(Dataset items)
§
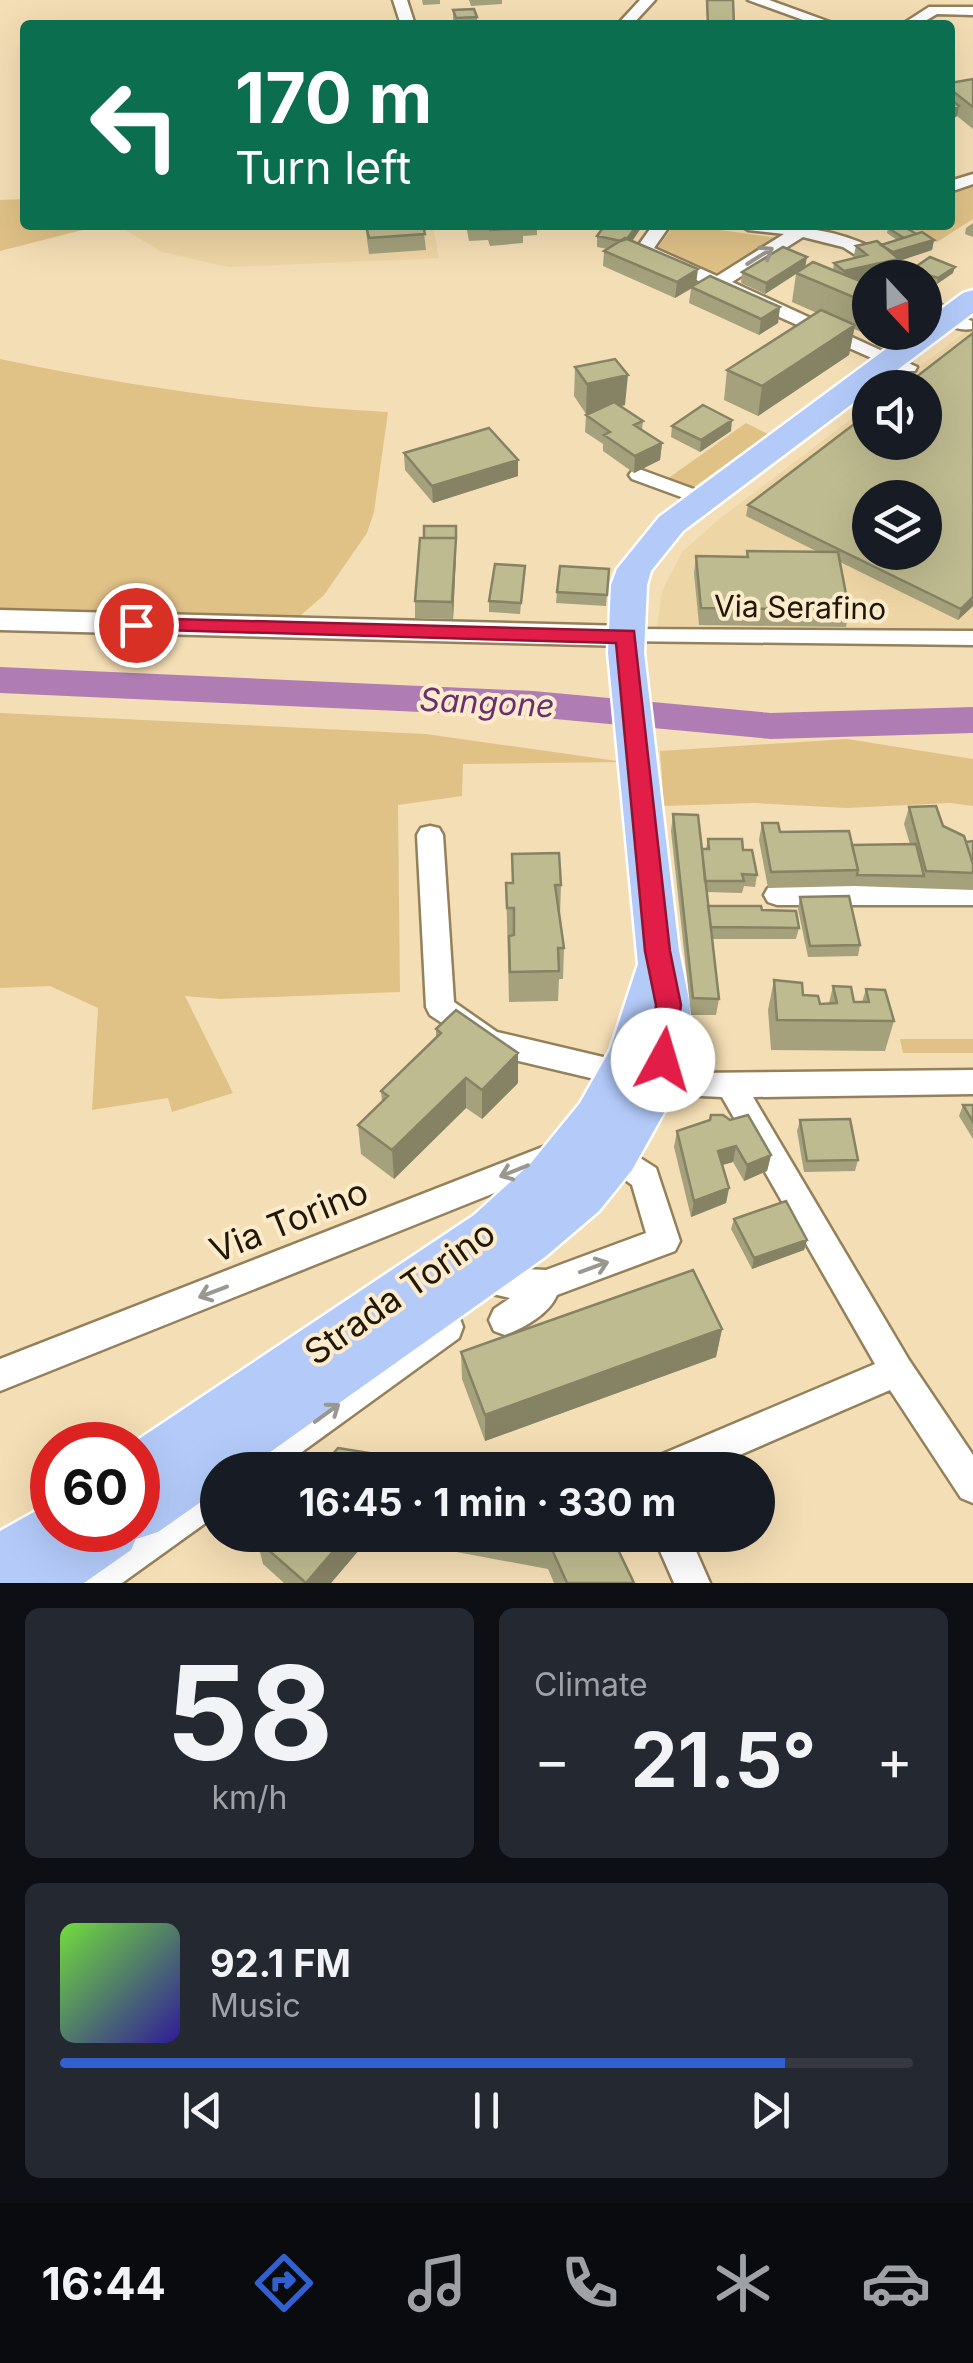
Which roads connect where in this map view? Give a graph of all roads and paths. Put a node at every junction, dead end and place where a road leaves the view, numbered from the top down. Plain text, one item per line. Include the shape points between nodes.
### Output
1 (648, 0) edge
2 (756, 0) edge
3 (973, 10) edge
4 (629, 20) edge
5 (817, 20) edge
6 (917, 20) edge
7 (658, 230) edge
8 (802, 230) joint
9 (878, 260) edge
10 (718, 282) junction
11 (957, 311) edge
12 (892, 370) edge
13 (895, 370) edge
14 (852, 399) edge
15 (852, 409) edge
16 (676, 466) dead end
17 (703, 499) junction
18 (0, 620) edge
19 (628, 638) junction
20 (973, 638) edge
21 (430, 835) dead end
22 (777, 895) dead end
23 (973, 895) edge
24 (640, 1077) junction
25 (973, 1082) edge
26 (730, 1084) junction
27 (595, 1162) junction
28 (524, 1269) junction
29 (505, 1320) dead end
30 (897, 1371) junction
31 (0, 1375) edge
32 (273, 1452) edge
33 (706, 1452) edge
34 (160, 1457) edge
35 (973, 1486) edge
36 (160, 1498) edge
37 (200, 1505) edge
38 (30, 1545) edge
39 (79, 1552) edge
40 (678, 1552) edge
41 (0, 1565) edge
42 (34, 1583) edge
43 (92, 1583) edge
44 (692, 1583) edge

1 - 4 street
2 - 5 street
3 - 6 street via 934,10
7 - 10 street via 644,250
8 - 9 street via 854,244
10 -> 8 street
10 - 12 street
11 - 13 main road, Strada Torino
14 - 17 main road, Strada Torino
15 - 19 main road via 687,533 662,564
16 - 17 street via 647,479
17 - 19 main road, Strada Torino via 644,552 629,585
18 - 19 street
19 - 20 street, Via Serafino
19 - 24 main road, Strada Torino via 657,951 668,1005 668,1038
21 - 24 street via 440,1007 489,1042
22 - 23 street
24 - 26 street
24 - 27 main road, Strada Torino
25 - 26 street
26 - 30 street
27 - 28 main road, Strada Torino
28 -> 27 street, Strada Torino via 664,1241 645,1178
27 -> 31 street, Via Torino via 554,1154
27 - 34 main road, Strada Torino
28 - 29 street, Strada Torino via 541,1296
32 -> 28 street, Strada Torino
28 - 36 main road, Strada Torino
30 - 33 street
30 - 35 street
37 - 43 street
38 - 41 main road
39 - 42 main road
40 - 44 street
§
__ACTION ITEM__. Tell how many lines of the data above include the string "dead", with no other text in the answer.

__ANSWER TO THIS TASK__. 5